A medida que crecen las voces de los desempleados en el mundo entero –-una situación que es crítica para cualquier economía y de solución ineludible para todos los gobiernos–, también aumenta una percepción para los empleados. Es la que determina que laborar bajo determinadas condiciones y sobre la base de exigencias que configuran una moderna esclavitud, malogra la ya deteriorada condición humana y contagia de pesar las relaciones familiares, deja en manos de terceros la educación de los hijos, disloca los contactos conyugales y ocupa tirana con labores extras, los espacios otrora consagrados al ocio y al descanso.

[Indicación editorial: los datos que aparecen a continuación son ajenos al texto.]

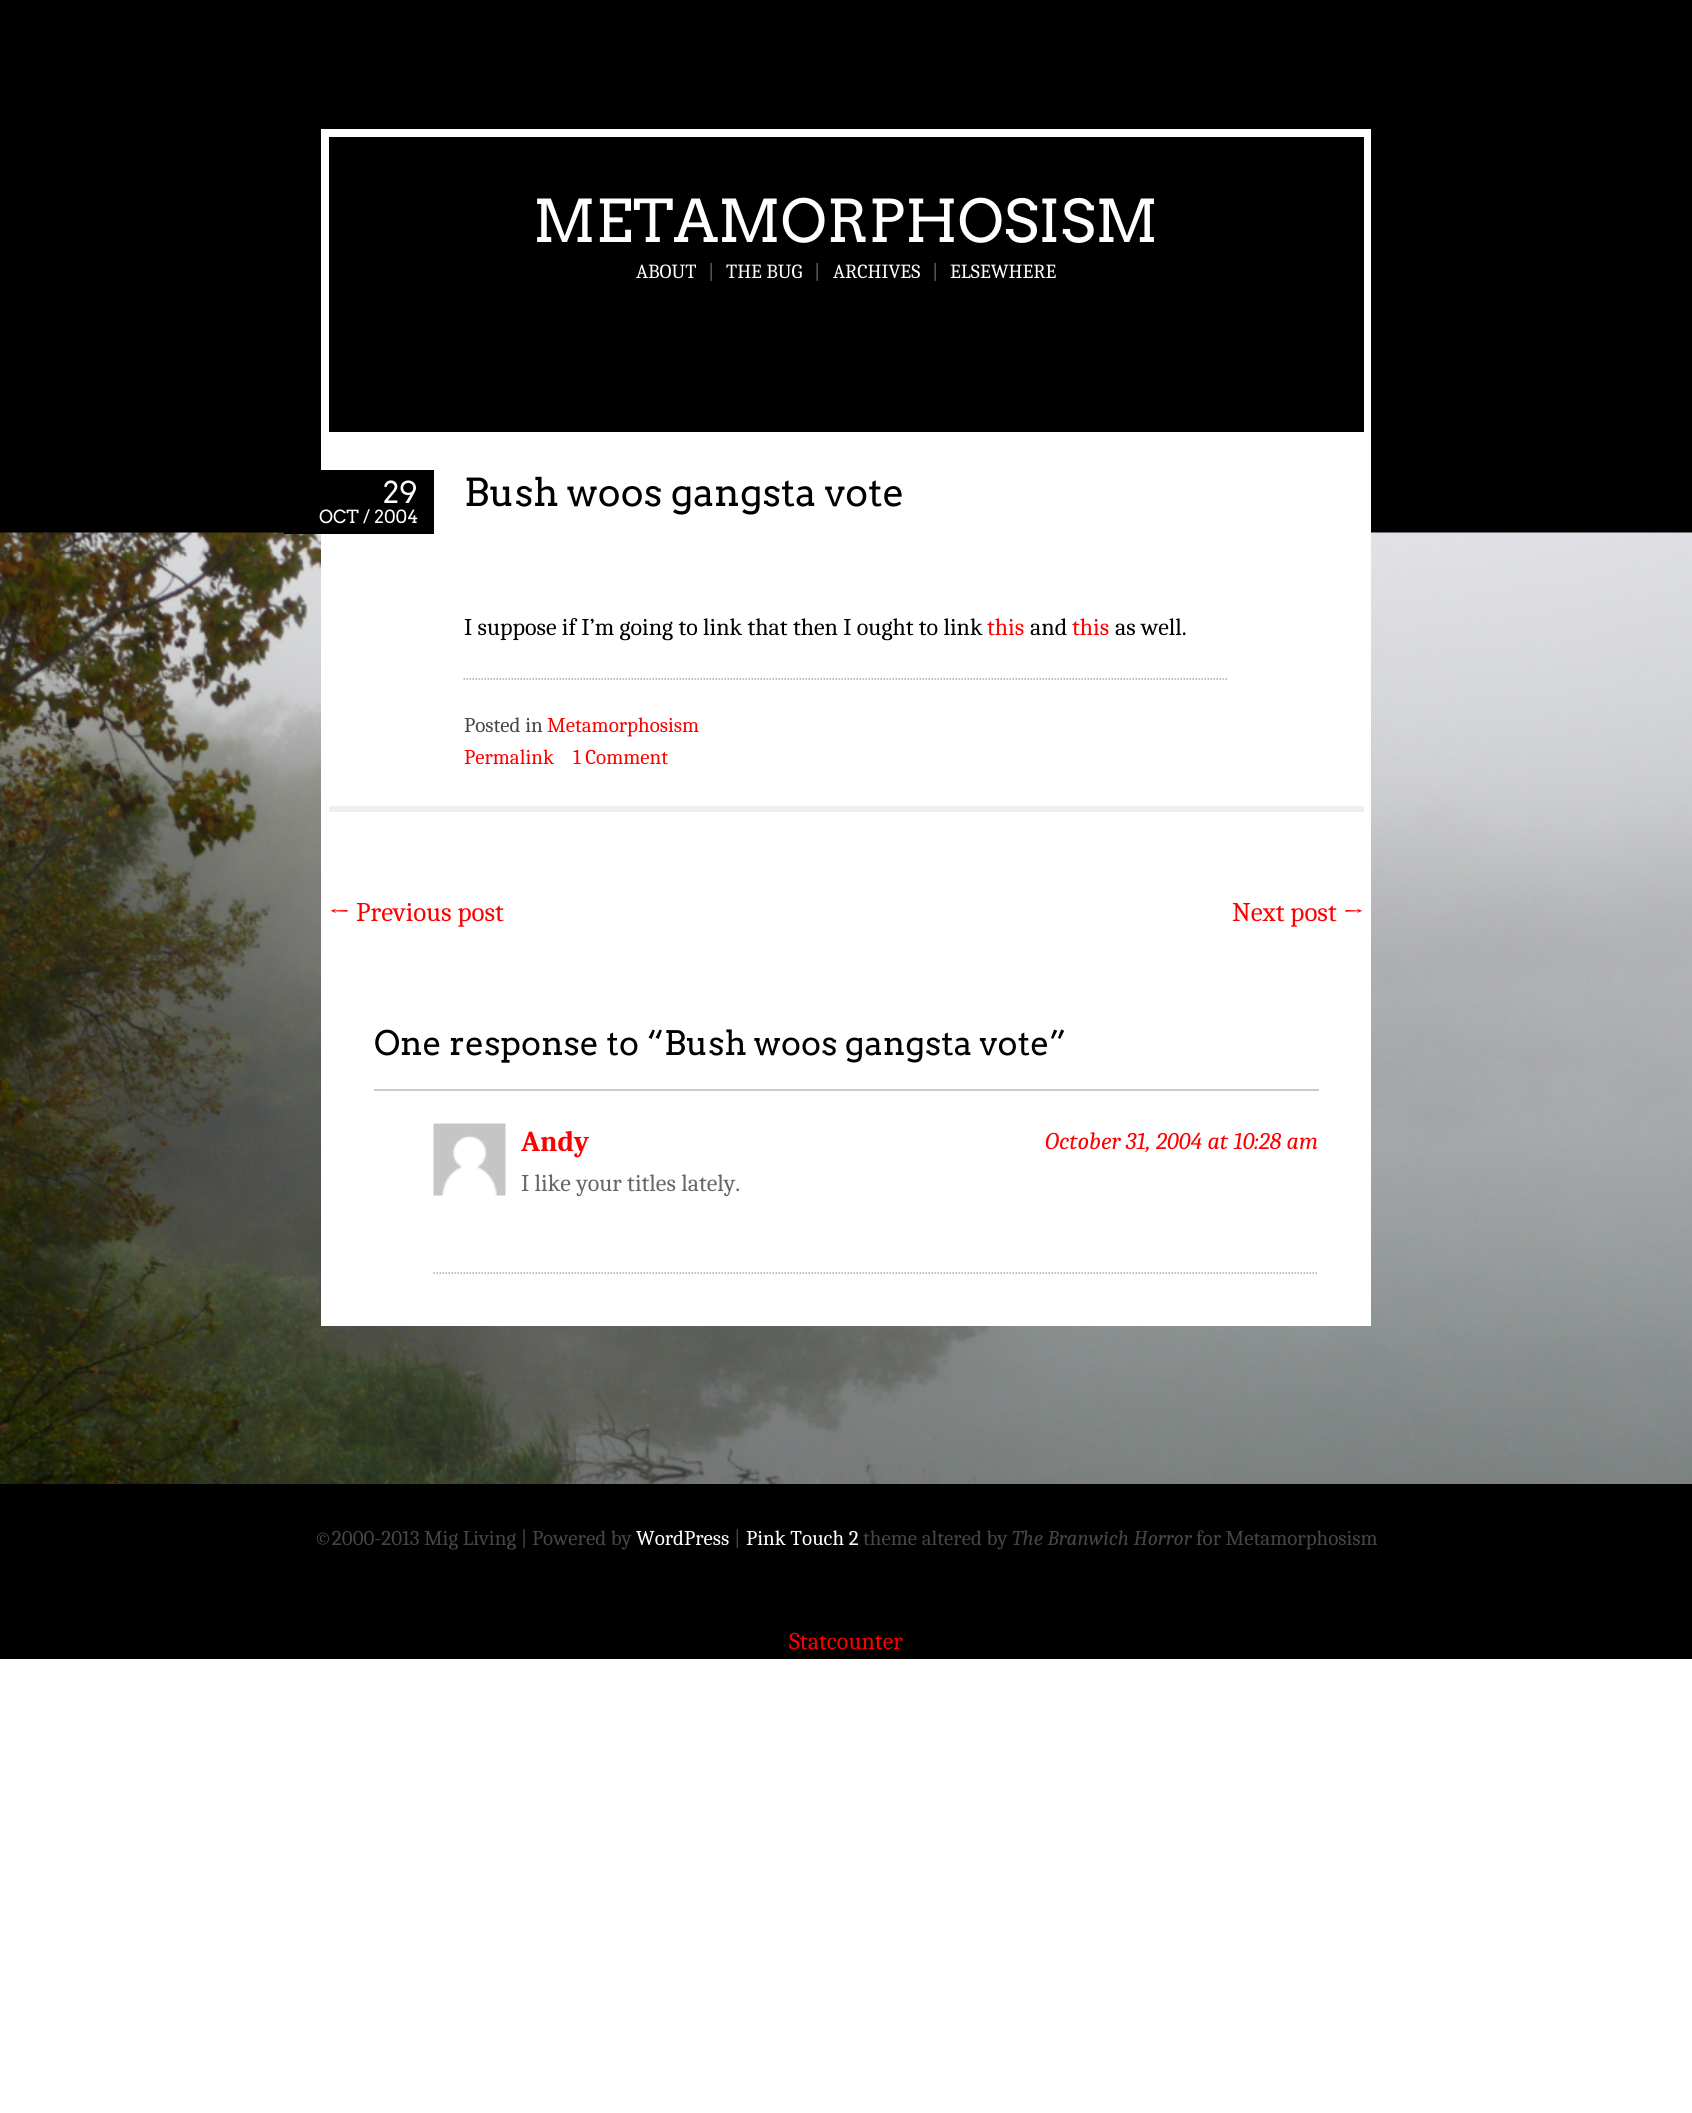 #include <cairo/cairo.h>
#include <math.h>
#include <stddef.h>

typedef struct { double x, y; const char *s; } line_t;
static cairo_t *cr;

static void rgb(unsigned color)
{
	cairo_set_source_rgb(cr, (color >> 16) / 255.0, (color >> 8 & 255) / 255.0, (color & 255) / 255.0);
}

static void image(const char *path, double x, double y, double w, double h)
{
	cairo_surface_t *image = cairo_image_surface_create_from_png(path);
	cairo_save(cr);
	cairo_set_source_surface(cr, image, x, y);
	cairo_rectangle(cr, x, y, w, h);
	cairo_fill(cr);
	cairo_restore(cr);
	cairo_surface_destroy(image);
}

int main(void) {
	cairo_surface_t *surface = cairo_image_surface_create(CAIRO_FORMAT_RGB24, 1692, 2113);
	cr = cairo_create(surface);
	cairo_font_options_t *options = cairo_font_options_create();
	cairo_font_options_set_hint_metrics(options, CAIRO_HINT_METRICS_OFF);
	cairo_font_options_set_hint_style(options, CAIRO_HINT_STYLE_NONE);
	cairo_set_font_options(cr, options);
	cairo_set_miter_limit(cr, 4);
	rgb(0xffffff);
	cairo_paint(cr);
	rgb(0x000000);
	cairo_rectangle(cr, 0, 0, 1692, 1659);
	cairo_fill(cr);
	image("img/1.png", 0, 532, 1692, 952);
	rgb(0xffffff);
	cairo_rectangle(cr, 321, 129, 1050, 1197);
	cairo_fill(cr);
	rgb(0x000000);
	cairo_rectangle(cr, 329, 137, 1035, 295);
	cairo_fill(cr);
	rgb(0xefefef);
	cairo_new_path(cr);
	cairo_move_to(cr, 329, 806);
	cairo_line_to(cr, 329, 812);
	cairo_line_to(cr, 1364, 812);
	cairo_line_to(cr, 1364, 438);
	cairo_line_to(cr, 1364, 806);
	cairo_close_path(cr);
	cairo_fill(cr);
	rgb(0x000000);
	cairo_rectangle(cr, 284, 470, 150, 64);
	cairo_fill(cr);
	cairo_new_path(cr);
	cairo_move_to(cr, 463.5, 679);
	cairo_line_to(cr, 1228.5, 679);
	rgb(0xa9a9a9);
	cairo_set_line_width(cr, 1.5);
	cairo_set_dash(cr, (double[]){1.5, 1.5}, 2, 0);
	cairo_stroke(cr);
	rgb(0xcccccc);
	cairo_rectangle(cr, 374, 1089, 945, 2);
	cairo_fill(cr);
	cairo_new_path(cr);
	cairo_move_to(cr, 433.5, 1273);
	cairo_line_to(cr, 1318.5, 1273);
	rgb(0xa9a9a9);
	cairo_stroke(cr);
	image("img/2.png", 433, 1123, 73, 73);
	cairo_select_font_face(cr, "Arvo", CAIRO_FONT_SLANT_NORMAL, CAIRO_FONT_WEIGHT_NORMAL);
	cairo_set_font_size(cr, 58.75);
	rgb(0xffffff);
	cairo_move_to(cr, 533, 242);
	cairo_show_text(cr, "METAMORPHOSISM");
	cairo_select_font_face(cr, "Caladea", CAIRO_FONT_SLANT_NORMAL, CAIRO_FONT_WEIGHT_NORMAL);
	cairo_set_font_size(cr, 20);
	cairo_move_to(cr, 636, 278);
	cairo_show_text(cr, "ABOUT");
	rgb(0x666666);
	cairo_move_to(cr, 708, 278);
	cairo_show_text(cr, "|");
	rgb(0xffffff);
	cairo_move_to(cr, 726, 278);
	cairo_show_text(cr, "THE BUG");
	rgb(0x666666);
	cairo_move_to(cr, 814, 278);
	cairo_show_text(cr, "|");
	rgb(0xffffff);
	cairo_move_to(cr, 833, 278);
	cairo_show_text(cr, "ARCHIVES");
	rgb(0x666666);
	cairo_move_to(cr, 932, 278);
	cairo_show_text(cr, "|");
	rgb(0xffffff);
	cairo_move_to(cr, 950, 278);
	cairo_show_text(cr, "ELSEWHERE");
	cairo_select_font_face(cr, "Arvo", CAIRO_FONT_SLANT_NORMAL, CAIRO_FONT_WEIGHT_NORMAL);
	cairo_set_font_size(cr, 30);
	cairo_move_to(cr, 383, 503);
	cairo_show_text(cr, "29");
	cairo_set_font_size(cr, 18);
	cairo_move_to(cr, 319, 523);
	cairo_show_text(cr, "OCT / 2004");
	cairo_set_font_size(cr, 38.4);
	rgb(0x000000);
	cairo_move_to(cr, 464, 506);
	cairo_show_text(cr, "Bush woos gangsta vote");
	cairo_select_font_face(cr, "Caladea", CAIRO_FONT_SLANT_NORMAL, CAIRO_FONT_WEIGHT_NORMAL);
	cairo_set_font_size(cr, 24);
	cairo_move_to(cr, 464, 635);
	cairo_show_text(cr, "I suppose if I’m going to link that then I ought to link");
	rgb(0xff0000);
	cairo_move_to(cr, 987, 635);
	cairo_show_text(cr, "this");
	rgb(0x000000);
	cairo_move_to(cr, 1030, 635);
	cairo_show_text(cr, "and");
	rgb(0xff0000);
	cairo_move_to(cr, 1072, 635);
	cairo_show_text(cr, "this");
	rgb(0x000000);
	cairo_move_to(cr, 1115, 635);
	cairo_show_text(cr, "as well.");
	cairo_set_font_size(cr, 21);
	rgb(0x474646);
	cairo_move_to(cr, 464, 732);
	cairo_show_text(cr, "Posted in");
	rgb(0xff0000);
	{
		static const line_t items[] = {
			{547, 732, "Metamorphosism"},
			{464, 764, "Permalink"},
			{573, 764, "1 Comment"},
		};
		for (size_t i = 0; i < sizeof items / sizeof *items; i++) {
			cairo_move_to(cr, items[i].x, items[i].y);
			cairo_show_text(cr, items[i].s);
		}
	}
	cairo_set_font_size(cr, 27);
	cairo_move_to(cr, 329, 921);
	cairo_show_text(cr, "← Previous post");
	cairo_move_to(cr, 1232, 921);
	cairo_show_text(cr, "Next post →");
	cairo_select_font_face(cr, "Arvo", CAIRO_FONT_SLANT_NORMAL, CAIRO_FONT_WEIGHT_NORMAL);
	cairo_set_font_size(cr, 33.6);
	rgb(0x000000);
	cairo_move_to(cr, 374, 1055);
	cairo_show_text(cr, "One response to “Bush woos gangsta vote”");
	cairo_select_font_face(cr, "Caladea", CAIRO_FONT_SLANT_NORMAL, CAIRO_FONT_WEIGHT_BOLD);
	cairo_set_font_size(cr, 29);
	rgb(0xff0000);
	cairo_move_to(cr, 521, 1151);
	cairo_show_text(cr, "Andy");
	cairo_select_font_face(cr, "Caladea", CAIRO_FONT_SLANT_ITALIC, CAIRO_FONT_WEIGHT_NORMAL);
	cairo_set_font_size(cr, 24);
	cairo_move_to(cr, 1045, 1149);
	cairo_show_text(cr, "October 31, 2004 at 10:28 am");
	cairo_select_font_face(cr, "Caladea", CAIRO_FONT_SLANT_NORMAL, CAIRO_FONT_WEIGHT_NORMAL);
	rgb(0x666666);
	cairo_move_to(cr, 521, 1191);
	cairo_show_text(cr, "I like your titles lately.");
	cairo_set_font_size(cr, 21);
	rgb(0x474646);
	cairo_move_to(cr, 314, 1545);
	cairo_show_text(cr, "©2000-2013 Mig Living | Powered by");
	rgb(0xffffff);
	cairo_move_to(cr, 636, 1545);
	cairo_show_text(cr, "WordPress");
	rgb(0x474646);
	cairo_move_to(cr, 734, 1545);
	cairo_show_text(cr, "|");
	rgb(0xffffff);
	cairo_move_to(cr, 746, 1545);
	cairo_show_text(cr, "Pink Touch 2");
	rgb(0x474646);
	cairo_move_to(cr, 863, 1545);
	cairo_show_text(cr, "theme altered by");
	cairo_select_font_face(cr, "Caladea", CAIRO_FONT_SLANT_ITALIC, CAIRO_FONT_WEIGHT_NORMAL);
	cairo_move_to(cr, 1012, 1545);
	cairo_show_text(cr, "The Branwich Horror");
	cairo_select_font_face(cr, "Caladea", CAIRO_FONT_SLANT_NORMAL, CAIRO_FONT_WEIGHT_NORMAL);
	cairo_move_to(cr, 1196, 1545);
	cairo_show_text(cr, "for Metamorphosism");
	cairo_set_font_size(cr, 24);
	rgb(0xff0000);
	cairo_move_to(cr, 789, 1649);
	cairo_show_text(cr, "Statcounter");
	cairo_surface_write_to_png(surface, "page.png");
	cairo_font_options_destroy(options);
	cairo_destroy(cr);
	cairo_surface_destroy(surface);
	return 0;
}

Reflexionaba sobre el tema mientras escuchaba en la sede de Uniandinos, una charla de Juanita Méndez Posada, Directora de Recursos Humanos de Novartis de Colombia. La compañía, bajo la Presidencia de María Cristina Álvarez, fue elegida en la lista de Great Place To Work 2010. Y resultó interesante conocer sus esfuerzos y tareas para mejorar el ambiente laboral y la cultura que lo irriga, asentados en su interesante Edificio Verde, con miras a que personas más satisfechas generen la productividad requerida sin sacrificar su felicidad ni postergar su bienestar para la otra vida.
Porque lo cierto es que muchas personas viven amargadas en su trabajo, manteniendo relaciones felinas con sus compañeros, clavando en ellos el diente de su rencor, mientras garras feroces marcan sus espaldas. Su rutina es un crucero diario en busca de la hora de salida y un periplo semanal hacia la quincena y la mensualidad. Otras aparentemente más comprometidas llevan trabajo a sus casas, perseguidas por ese Gran Hermano llamado teléfono celular o computador que las mantiene bajo control.

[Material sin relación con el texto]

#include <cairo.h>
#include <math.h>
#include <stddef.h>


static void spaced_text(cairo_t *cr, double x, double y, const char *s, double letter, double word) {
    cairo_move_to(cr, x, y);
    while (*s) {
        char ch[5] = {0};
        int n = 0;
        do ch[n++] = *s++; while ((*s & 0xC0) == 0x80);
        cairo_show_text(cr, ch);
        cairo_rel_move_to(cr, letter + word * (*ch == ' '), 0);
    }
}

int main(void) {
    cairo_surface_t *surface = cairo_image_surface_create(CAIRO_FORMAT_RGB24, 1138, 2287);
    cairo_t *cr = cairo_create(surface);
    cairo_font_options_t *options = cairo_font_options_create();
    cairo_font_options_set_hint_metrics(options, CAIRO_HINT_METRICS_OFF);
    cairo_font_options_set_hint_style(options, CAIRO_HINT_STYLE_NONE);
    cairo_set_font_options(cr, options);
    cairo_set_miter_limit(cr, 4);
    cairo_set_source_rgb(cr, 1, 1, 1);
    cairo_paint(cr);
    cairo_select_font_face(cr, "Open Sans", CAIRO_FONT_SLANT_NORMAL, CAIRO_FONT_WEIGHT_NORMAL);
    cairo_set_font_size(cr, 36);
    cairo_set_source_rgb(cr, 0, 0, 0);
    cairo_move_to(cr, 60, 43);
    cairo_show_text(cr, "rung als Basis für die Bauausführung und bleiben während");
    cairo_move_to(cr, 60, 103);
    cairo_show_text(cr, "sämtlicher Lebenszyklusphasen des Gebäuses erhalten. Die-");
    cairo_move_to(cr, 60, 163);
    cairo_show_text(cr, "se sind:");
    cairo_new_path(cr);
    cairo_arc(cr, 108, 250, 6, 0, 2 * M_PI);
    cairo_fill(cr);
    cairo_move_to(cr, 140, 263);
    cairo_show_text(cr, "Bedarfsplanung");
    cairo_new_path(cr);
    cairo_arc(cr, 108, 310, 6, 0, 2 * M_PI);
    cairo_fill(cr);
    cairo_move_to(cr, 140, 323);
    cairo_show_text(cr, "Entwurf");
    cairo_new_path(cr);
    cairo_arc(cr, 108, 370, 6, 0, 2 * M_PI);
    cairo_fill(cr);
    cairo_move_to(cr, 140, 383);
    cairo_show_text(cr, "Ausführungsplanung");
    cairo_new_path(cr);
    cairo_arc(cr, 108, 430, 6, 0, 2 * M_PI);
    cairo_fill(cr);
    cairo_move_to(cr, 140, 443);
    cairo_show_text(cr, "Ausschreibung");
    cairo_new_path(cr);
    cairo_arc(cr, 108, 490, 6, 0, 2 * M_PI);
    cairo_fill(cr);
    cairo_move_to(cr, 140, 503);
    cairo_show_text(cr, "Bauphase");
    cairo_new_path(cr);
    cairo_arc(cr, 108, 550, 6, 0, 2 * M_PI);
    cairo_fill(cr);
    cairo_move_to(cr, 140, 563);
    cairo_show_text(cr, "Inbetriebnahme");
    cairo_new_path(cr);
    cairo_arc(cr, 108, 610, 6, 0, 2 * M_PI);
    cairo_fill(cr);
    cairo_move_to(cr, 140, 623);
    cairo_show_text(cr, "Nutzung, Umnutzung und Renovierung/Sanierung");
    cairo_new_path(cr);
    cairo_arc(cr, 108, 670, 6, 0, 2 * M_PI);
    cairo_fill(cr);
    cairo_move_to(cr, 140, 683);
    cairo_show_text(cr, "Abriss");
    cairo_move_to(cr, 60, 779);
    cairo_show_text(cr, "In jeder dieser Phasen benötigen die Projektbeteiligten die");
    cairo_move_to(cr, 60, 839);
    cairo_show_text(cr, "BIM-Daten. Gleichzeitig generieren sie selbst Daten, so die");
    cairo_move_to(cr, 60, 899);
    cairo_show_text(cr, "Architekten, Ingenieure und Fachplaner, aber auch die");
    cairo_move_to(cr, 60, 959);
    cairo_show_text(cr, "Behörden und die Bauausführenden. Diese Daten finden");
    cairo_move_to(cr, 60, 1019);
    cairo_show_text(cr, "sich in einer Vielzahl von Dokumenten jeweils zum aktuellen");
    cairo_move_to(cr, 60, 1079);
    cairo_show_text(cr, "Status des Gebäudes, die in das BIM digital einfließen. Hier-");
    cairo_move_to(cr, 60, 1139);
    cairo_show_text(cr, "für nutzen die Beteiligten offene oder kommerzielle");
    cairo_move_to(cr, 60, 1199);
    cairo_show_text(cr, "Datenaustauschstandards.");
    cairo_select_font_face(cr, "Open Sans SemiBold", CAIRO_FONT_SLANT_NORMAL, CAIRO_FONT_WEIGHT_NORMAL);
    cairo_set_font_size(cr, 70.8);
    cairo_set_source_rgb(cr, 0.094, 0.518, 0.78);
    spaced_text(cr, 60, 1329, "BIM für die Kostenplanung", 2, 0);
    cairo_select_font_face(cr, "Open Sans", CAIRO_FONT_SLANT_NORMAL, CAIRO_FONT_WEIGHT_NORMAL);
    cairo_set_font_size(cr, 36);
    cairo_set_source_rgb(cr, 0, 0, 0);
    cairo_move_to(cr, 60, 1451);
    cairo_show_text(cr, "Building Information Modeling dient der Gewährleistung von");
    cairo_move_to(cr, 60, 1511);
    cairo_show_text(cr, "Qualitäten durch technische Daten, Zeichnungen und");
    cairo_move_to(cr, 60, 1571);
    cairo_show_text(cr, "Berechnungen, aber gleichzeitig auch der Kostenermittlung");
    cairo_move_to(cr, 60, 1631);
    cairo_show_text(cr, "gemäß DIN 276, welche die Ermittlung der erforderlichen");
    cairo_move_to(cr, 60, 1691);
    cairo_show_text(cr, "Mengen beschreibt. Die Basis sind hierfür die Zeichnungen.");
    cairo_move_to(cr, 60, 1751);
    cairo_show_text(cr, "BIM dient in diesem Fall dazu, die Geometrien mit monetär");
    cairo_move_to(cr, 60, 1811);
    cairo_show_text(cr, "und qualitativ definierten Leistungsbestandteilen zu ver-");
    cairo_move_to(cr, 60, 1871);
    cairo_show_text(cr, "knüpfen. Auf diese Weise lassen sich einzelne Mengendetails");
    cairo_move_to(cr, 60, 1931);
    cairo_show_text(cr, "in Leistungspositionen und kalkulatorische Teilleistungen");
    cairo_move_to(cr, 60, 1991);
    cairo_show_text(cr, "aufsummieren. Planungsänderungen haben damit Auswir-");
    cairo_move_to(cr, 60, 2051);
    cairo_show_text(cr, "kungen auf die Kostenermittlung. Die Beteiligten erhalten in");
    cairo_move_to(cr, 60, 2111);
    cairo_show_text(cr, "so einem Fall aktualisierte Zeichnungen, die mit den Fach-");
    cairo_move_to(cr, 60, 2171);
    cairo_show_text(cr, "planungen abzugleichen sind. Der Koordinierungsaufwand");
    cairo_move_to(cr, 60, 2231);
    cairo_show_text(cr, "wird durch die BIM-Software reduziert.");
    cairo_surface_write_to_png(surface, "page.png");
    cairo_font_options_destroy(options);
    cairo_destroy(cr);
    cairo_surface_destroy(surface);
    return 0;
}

El trabajo ha tajado sus relaciones familiares. Llegan cansados a la casa, irascibles con sus hijos que encuentran mayores soportes de fraternidad en compañeros o cómplices o en los ubicuos cariños ficticios de las redes sociales. El vínculo conyugal también sucumbe al poder de esa ola, y noche a noche, las parejas conviven en el sueño intranquilo, navegando al vaivén de las cuentas y los piticos incesantes de los aparatos electrónicos que les recuerdan que no están solos.
Los fines de semana se precipitan en el frenesí de una libertad aparente, que se va al traste en lo que se refiere al bienestar, al insertarse en el tráfico vehicular, la congestión desesperante, la marejada humana de los centros comerciales. Si la paga es precaria, sostenerse es una maroma audaz, relacionada con el endeudamiento infinito, cuando no el ejercicio de labores paralelas, que prolonga el ciclo de la ausencia, de la pérdida, del extrañamiento.
Muchas empresas consideran que eso no es su problema. Se apalancan en el principio que no les importa lo que pase a sus empleados más allá de la puerta de la fábrica o de la oficina, pues no van a asumir una paternidad social cuando ya las agobia la imposición tributaria. Dejan las actividades de entretenimiento e incluso las de capacitación en manos de las cajas de compensación. Y allá ellos. Muchas gracias.
Pero el tejido se está rompiendo, a pasos agigantados. Familiar, filial, conyugal, vecinal. Por eso hay quienes proponen una visión holística del ser humano, que no se quita de la piel sus angustias domésticas para entrar impoluto a la empresa, y convertirse en una máquina productiva, insensible en lo personal para enriquecer un trabajo en equipo, solamente concentrado en la única alternativa de hacer plata.
En la raíz de un descontento mundial, está la imperiosa búsqueda de una mejor condición humana. En ella pueden encontrarse dos generaciones: una fracasada, la de los padres, que no pudimos construir un mundo mejor. Y otra, frustada, la de los hijos, a quienes se les vendió la rosca enorme de la esperanza, en la que ya se pierde el tornillo diminuto de la realidad.
(Si el lector considera que los términos de esta nota son una especulación o un devaneo filosófico, le invito a leer las historias de la página WE ARE THE 99 PERCENT, para constatar el drama de esta realidad).